Electrochemical/Microstructural Studies on the Corrosion of Prestressed Steel Strand in Concrete with Naturally Ingressing Chlorides

Abstract

The occurrence of environmentally assisted cracking (EAC) is as dependent on the aggressiveness of the environment as the susceptibility of the material and the presence of static tensile stresses. However, the influence of the environment has not been adequately considered in past investigations on EAC mechanisms of prestressing strands. This study utilizes various characterization techniques to evaluate the surface/bulk deterioration of corroded pretensioned concrete (PTC) specimens after natural chloride exposure (by diffusion through cover concrete).
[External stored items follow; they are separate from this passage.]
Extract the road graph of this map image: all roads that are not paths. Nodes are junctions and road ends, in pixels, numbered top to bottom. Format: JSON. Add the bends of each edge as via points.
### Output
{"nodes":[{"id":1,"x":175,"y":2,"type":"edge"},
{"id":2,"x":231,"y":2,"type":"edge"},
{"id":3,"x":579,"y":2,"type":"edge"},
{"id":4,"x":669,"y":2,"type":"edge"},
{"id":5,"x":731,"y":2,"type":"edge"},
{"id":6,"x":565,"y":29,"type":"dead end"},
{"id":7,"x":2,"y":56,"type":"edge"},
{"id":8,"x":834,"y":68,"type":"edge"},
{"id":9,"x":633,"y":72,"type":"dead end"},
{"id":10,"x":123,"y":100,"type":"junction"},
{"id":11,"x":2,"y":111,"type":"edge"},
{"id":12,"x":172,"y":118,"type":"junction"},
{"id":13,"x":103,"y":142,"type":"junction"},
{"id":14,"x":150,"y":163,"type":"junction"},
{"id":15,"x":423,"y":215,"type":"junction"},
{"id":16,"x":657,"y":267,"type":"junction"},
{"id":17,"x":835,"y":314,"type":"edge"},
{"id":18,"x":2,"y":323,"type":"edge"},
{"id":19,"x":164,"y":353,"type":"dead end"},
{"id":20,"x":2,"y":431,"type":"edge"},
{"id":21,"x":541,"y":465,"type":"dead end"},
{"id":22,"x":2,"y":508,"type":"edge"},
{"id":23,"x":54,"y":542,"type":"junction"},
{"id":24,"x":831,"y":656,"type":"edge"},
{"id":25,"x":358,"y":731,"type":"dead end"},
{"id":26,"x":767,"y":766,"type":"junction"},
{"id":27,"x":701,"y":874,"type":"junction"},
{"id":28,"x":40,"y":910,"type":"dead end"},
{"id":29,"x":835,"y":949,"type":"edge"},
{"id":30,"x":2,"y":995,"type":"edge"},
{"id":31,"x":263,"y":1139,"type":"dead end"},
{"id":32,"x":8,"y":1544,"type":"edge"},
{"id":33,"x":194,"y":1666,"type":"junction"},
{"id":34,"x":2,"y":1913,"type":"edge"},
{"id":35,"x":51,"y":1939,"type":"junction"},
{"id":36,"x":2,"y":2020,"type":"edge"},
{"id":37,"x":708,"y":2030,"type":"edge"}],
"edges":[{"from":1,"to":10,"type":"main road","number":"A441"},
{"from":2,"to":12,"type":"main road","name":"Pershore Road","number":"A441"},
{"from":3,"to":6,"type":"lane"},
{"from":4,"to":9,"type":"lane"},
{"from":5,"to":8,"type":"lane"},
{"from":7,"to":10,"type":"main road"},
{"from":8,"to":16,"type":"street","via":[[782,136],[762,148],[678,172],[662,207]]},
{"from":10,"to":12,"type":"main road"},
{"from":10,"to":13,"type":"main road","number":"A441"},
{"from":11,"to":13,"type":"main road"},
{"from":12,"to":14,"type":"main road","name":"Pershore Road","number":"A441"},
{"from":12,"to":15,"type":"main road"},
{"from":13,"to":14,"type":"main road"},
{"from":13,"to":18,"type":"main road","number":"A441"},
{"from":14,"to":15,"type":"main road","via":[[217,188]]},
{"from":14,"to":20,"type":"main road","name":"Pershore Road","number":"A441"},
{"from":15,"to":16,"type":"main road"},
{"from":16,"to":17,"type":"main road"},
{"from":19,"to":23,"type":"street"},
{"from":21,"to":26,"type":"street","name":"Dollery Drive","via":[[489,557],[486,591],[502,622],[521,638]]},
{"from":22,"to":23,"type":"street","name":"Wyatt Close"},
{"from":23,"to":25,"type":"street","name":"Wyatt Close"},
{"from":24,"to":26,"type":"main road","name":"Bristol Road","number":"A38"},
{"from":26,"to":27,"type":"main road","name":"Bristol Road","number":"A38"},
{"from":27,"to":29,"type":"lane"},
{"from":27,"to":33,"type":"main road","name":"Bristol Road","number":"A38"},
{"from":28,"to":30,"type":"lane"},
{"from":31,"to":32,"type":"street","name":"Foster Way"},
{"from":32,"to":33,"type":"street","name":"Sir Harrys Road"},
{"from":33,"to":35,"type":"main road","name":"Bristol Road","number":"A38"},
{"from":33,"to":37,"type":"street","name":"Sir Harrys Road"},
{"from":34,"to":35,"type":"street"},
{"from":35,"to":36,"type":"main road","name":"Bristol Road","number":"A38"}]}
Corroded strands in two PTC prism specimens (3,000 mm × 150 mm × 200 mm) were characterized using electrochemical impedance spectroscopy (EIS) and other microanalytical techniques. The EIS and scanning electron microscope (SEM) images obtained after 1 y and 2 y of exposure revealed a negligible residual protectiveness of the passivated surface (although the concretes possessed high resistivity). Raman spectra, SEM, and x-ray computed tomography images of extracted corroded strands also provided unique insights into the pattern of corrosion propagation in PTC systems subjected to realistic chloride exposure. Microcracks in the bulk metal beneath flat-bottomed corrosion pits revealed the possible EAC at low chloride levels expected in service (<0.6% by weight of binder). The findings serve as a basis to define chloride-induced passive-to-active transition as the end of risk-free service life of PTC structures, and for considering it as the limit state for both service life design and corrosion assessment to avoid the onset of EAC.